MmeLindor. · 05/09/2011 21:52

Oh, yes, clean plate is horrible.

I had issues with our school recently as they were having "competitions" to see who could clear their plate first. I was not happy.

TeaMakesItBetter · 05/09/2011 21:52

OP I can't believe anyone thinks you are being unreasonable! I too have a 6.5 month PFB who started nursery a few weeks ago, also full time. I would not be happy for him to be fed burger and chips or fish and chips. I suspect its a combination of wording, i.e. it's not really burger/fish and chips as we would think. But also your baby is so young are you sure he's having the same food as the rest of the room? I ask because mine are feeding him veg and fruit mush, as I would still be at home but they did once accidentally write in his book that he'd had chicken curry - then crossed it out, they aren't scamming me!

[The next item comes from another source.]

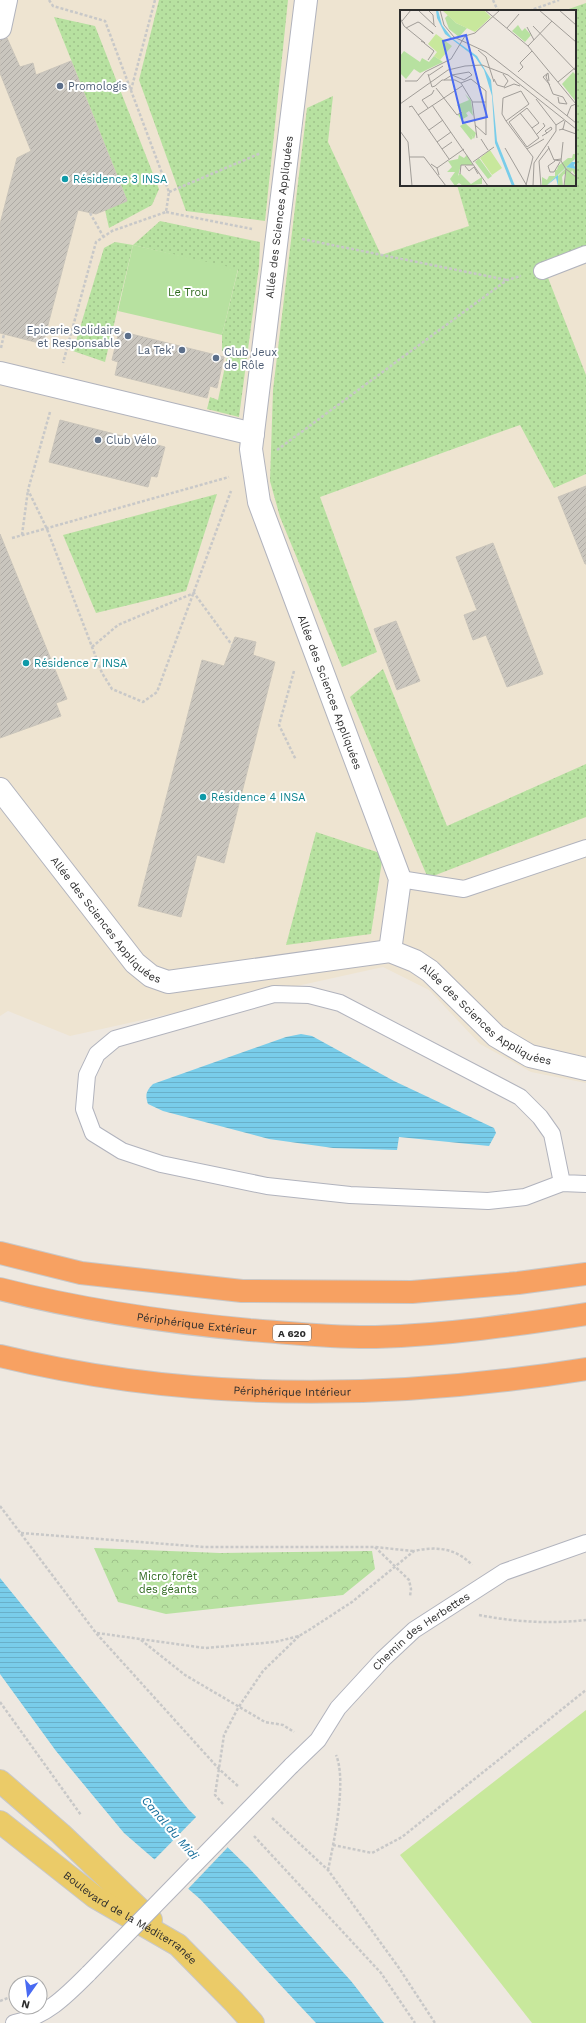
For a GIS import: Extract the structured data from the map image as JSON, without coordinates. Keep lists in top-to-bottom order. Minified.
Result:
{"streets":{"highway":["Périphérique Extérieur","A 620","Périphérique Intérieur"],"main road":["Boulevard de la Méditerranée"],"street":["Allée des Sciences Appliquées"],"lane":["Chemin des Herbettes"]},"water":["Canal du Midi"],"parks":["Le Trou","Micro forêt des géants"],"places":["Promologis","Résidence 3 INSA","Epicerie Solidaire et Responsable","La Tek'","Club Jeux de Rôle","Club Vélo","Résidence 7 INSA","Résidence 4 INSA"],"north":"bottom"}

I realise we have to accept our childcare providers won't do everything exactly as we would and there's a degree of c'est la vie but I don't think we give up all rights to direct the care of our babies.

AnaisB · 05/09/2011 21:58

Sorry for tangent, but just remembered that we used to rush to finish our dinner because the person who finished first was allowed to wash the yogurt pots ready for craft work Hmm

JugsMcGee · 05/09/2011 22:12

You aren't unreasonable to check how they're prepared. My PFB DS is 6.5 months and point blank refuses spoon feeds so we're BLW. I've given him what you would describe as chips, but they were just potato batons par boiled and browned in the oven. No added salt or fat. I did the same with sweet potato. Weird child doesn't seem keen on potato though!

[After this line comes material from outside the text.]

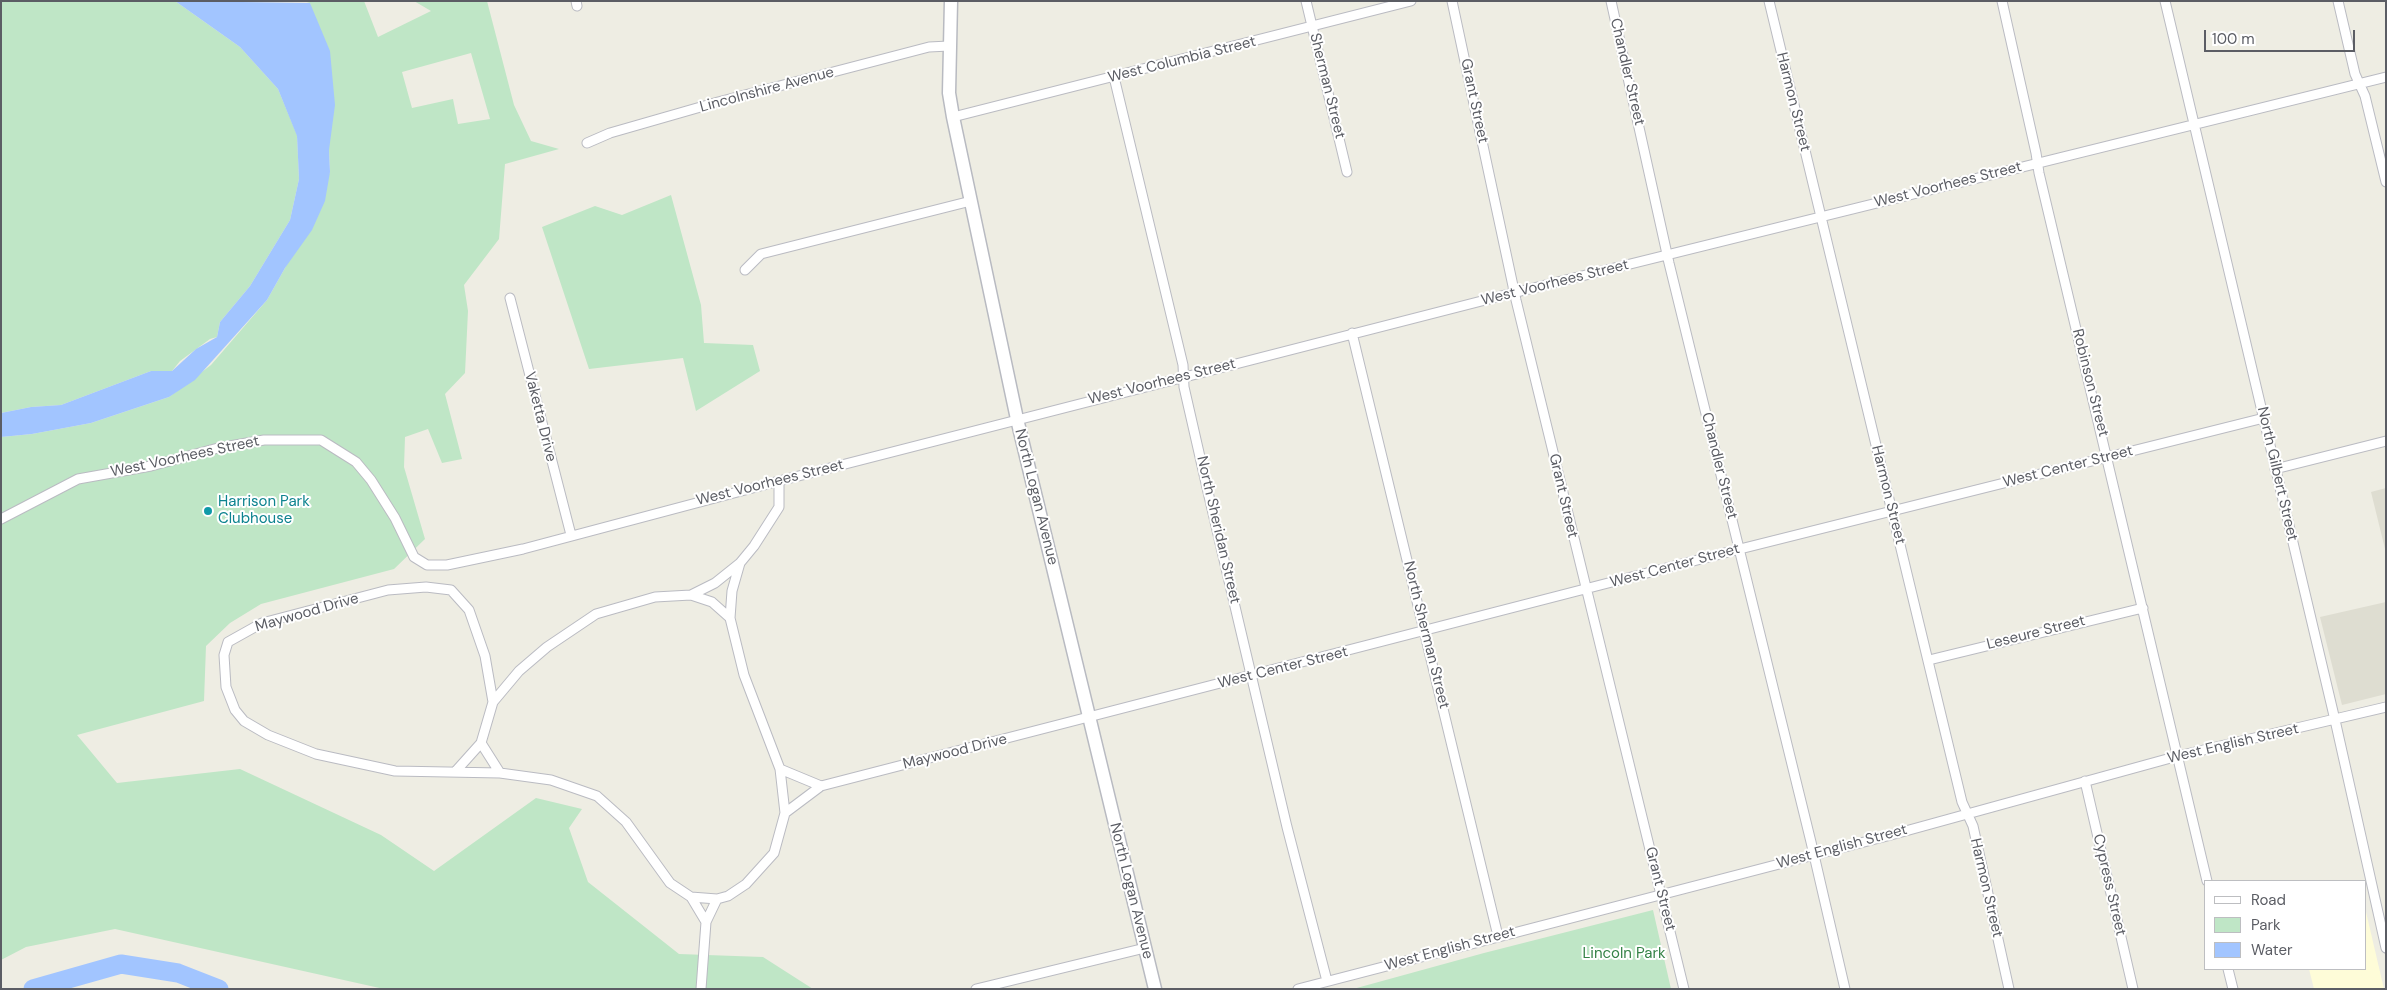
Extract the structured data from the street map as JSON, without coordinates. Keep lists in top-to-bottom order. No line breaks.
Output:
{"streets":{"street":["West Columbia Street","Chandler Street","Sherman Street","Lincolnshire Avenue","Grant Street","Harmon Street","West Voorhees Street","Robinson Street","Vaketta Drive","West Center Street","North Gilbert Street","North Logan Avenue","North Sheridan Street","Maywood Drive","Leseure Street","North Sherman Street","West English Street","Cypress Street"]},"crossings":[["West Columbia Street","Sherman Street"],["West Columbia Street","North Logan Avenue"],["West Columbia Street","North Sheridan Street"],["Chandler Street","West Voorhees Street"],["Chandler Street","West Center Street"],["Chandler Street","West English Street"],["Lincolnshire Avenue","North Logan Avenue"],["Grant Street","West Voorhees Street"],["Grant Street","West Center Street"],["Grant Street","West English Street"],["Harmon Street","West Voorhees Street"],["Harmon Street","West Center Street"],["Harmon Street","Leseure Street"],["Harmon Street","West English Street"],["West Voorhees Street","Robinson Street"],["West Voorhees Street","Vaketta Drive"],["West Voorhees Street","North Gilbert Street"],["West Voorhees Street","North Logan Avenue"],["West Voorhees Street","North Sheridan Street"],["West Voorhees Street","Maywood Drive"],["West Voorhees Street","North Sherman Street"],["Robinson Street","West Center Street"],["Robinson Street","Leseure Street"],["Robinson Street","West English Street"],["West Center Street","North Gilbert Street"],["West Center Street","North Logan Avenue"],["West Center Street","North Sheridan Street"],["West Center Street","Maywood Drive"],["West Center Street","North Sherman Street"],["North Gilbert Street","West English Street"],["North Logan Avenue","Maywood Drive"],["North Sheridan Street","West English Street"],["North Sherman Street","West English Street"],["West English Street","Cypress Street"]],"parks":["Lincoln Park"],"places":["Harrison Park Clubhouse"],"legend":["Road","Park","Water"],"scale_bar":"100 m"}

Fish may be in a homemade breadcrumb coating or no coating at all. Burgers may just be mince with egg and breadcrumbs done under the grill. Cut into fingers, sounds like ideal finger food.

Good luck with scary lady!

ronshar · 05/09/2011 22:16

If the nursey have a deep fat fryer hidden under the worktop then no you are not at all unreasonable.
However, if the potato is cut up into a shape that is easier for little baby fingers to pick it up, does that make it a chip or a potato that is cut into a shape easier for little fingers to pick up???
Do you give your children Cottage pie? Chips & burgers in a oven dish? Mashed and minced mind you so it makes it much more presentable!

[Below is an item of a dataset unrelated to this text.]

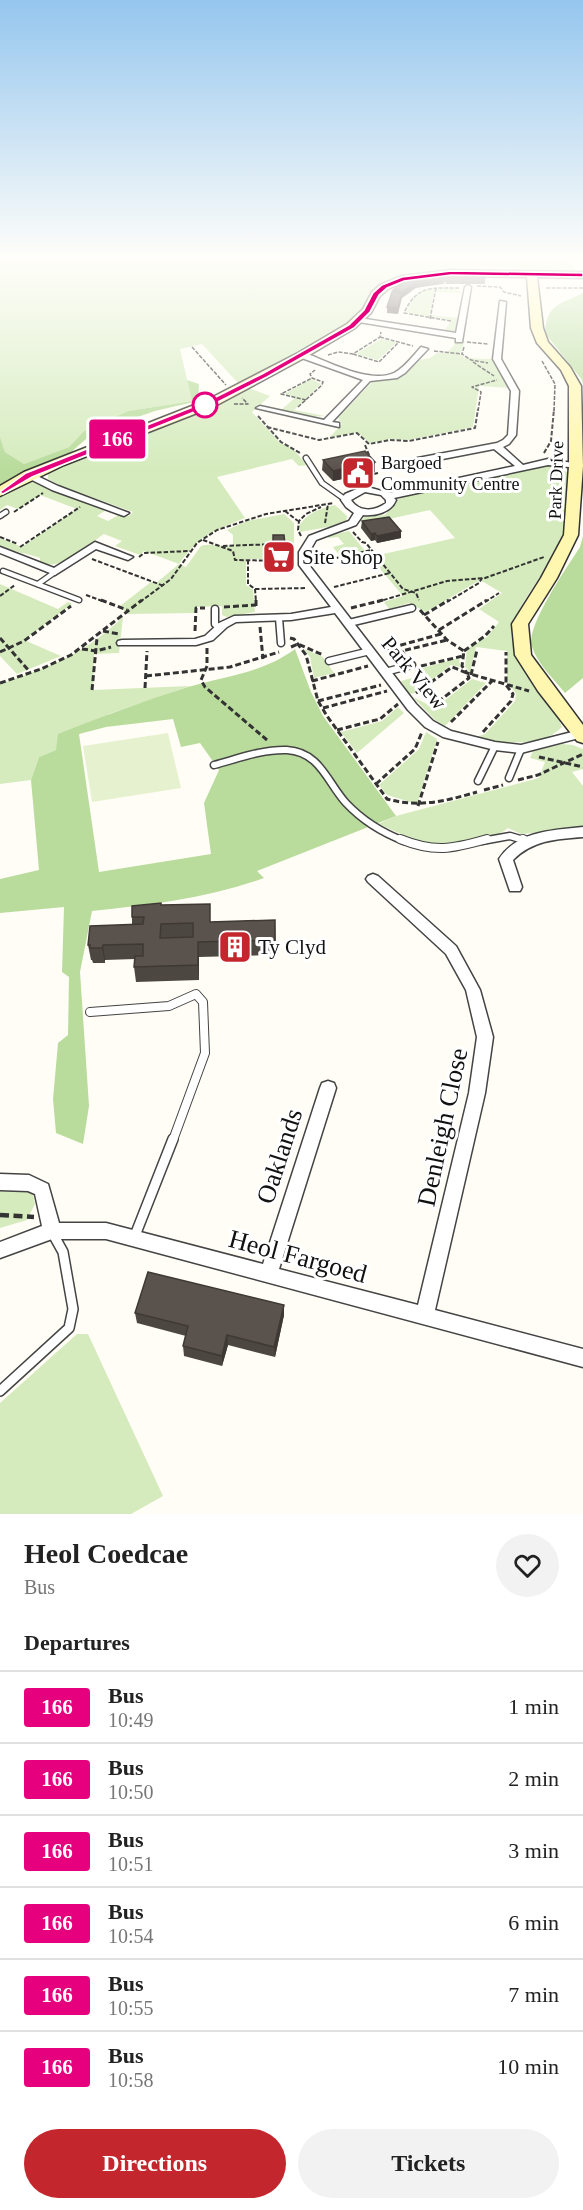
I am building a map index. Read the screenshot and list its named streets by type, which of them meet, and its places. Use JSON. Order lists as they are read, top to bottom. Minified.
{"streets":{"street":["Park Drive","Park View","Denleigh Close","Oaklands","Heol Fargoed"]},"crossings":[["Park Drive","Park View"],["Denleigh Close","Heol Fargoed"],["Oaklands","Heol Fargoed"]],"places":{"public building":["Bargoed Community Centre"],"supermarket":["Site Shop"],"building":["Ty Clyd"]},"lines":["bus line 166"],"page":{"on_map":"166","heading":[["Heol Coedcae","Bus"],"Departures"],"list":[{"mark":"166","name":"Bus","note":"10:49","value":"1 min"},{"mark":"166","name":"Bus","note":"10:50","value":"2 min"},{"mark":"166","name":"Bus","note":"10:51","value":"3 min"},{"mark":"166","name":"Bus","note":"10:54","value":"6 min"},{"mark":"166","name":"Bus","note":"10:55","value":"7 min"},{"mark":"166","name":"Bus","note":"10:58","value":"10 min"}],"buttons":["Directions","Tickets"]}}
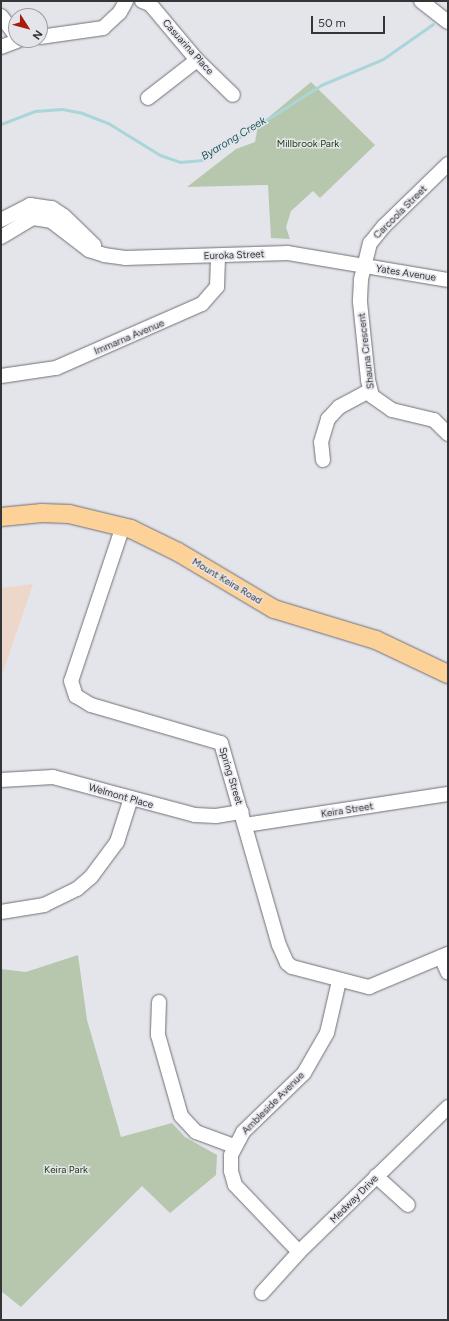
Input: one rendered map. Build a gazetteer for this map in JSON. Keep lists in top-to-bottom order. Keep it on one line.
{"streets":{"main road":["Mount Keira Road"],"street":["Casuarina Place","Carcoola Street","Euroka Street","Yates Avenue","Immarna Avenue","Shauna Crescent","Spring Street","Welmont Place","Keira Street","Ambleside Avenue","Medway Drive"]},"crossings":[["Carcoola Street","Euroka Street"],["Carcoola Street","Yates Avenue"],["Carcoola Street","Shauna Crescent"],["Euroka Street","Yates Avenue"],["Euroka Street","Immarna Avenue"],["Euroka Street","Shauna Crescent"],["Yates Avenue","Shauna Crescent"],["Mount Keira Road","Spring Street"],["Spring Street","Welmont Place"],["Spring Street","Keira Street"],["Spring Street","Ambleside Avenue"],["Welmont Place","Keira Street"],["Ambleside Avenue","Medway Drive"]],"water":["Byarong Creek"],"parks":["Millbrook Park","Keira Park"],"scale_bar":"50 m","north":"bottom right"}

All food is ultimately the same, it is the serving that we object to.

The dietitian I saw with ds for dairy free advice, told me very clearly that babies and small children need fat alot more than they need veg. Nural tubes need fats to build themselves.

ouryve · 05/09/2011 22:47

I hope so, too, Northernlurkerr. We have to tread very carefully to avoid the subject of food and eating becoming too strong a control issue for him. It already is a control issue, since he stops eating when he can't control all factors around or even vaguely related to mealtimes to his satisfaction, but we have to work hard at not giving him any sense of emotional control over us by eating or not. Last week, for example, he was upset about coming home from his grandparents' and he refused all meal options for dinner - wouldn't even choose himself anything from the M&S on the motorway. We said fine, whatever and made and ate our own meals, serving ourselves salad from a bowl on the table, which contained a bit more than we needed. By the time we had finished eating, he was curious about the salad and ended up eating it with some scrambled egg and a toasted muffin - balanced, filling meal achieved. Other times, in this situation, we've not handled it quite so well and he's gone to bed hungry and woken up still in a vile, angry mood.

Northernlurkerr · 05/09/2011 22:57

I think we associate feeding our children so closely with caring for them that's it's really hard not to flap when they don't eat - for whatever reason. It's like it's a failure of care - even though we know it's nothing of the sort.

eragon · 05/09/2011 23:19

day nurseries do often serve cheap food, some dont, but the ones i have worked in often do. for instance smash instant potato for weaning.
baked beans, chips , burgers and fish fingers are all highly processed foods, high in salt and saturated fats.

u can over do the fruit and veg with regards to fibre, but really, this sort of food shouldnt be given to infants under a yr. and very limited over a yr in opinon.
they are making a great profit on yr baby, thats how it works.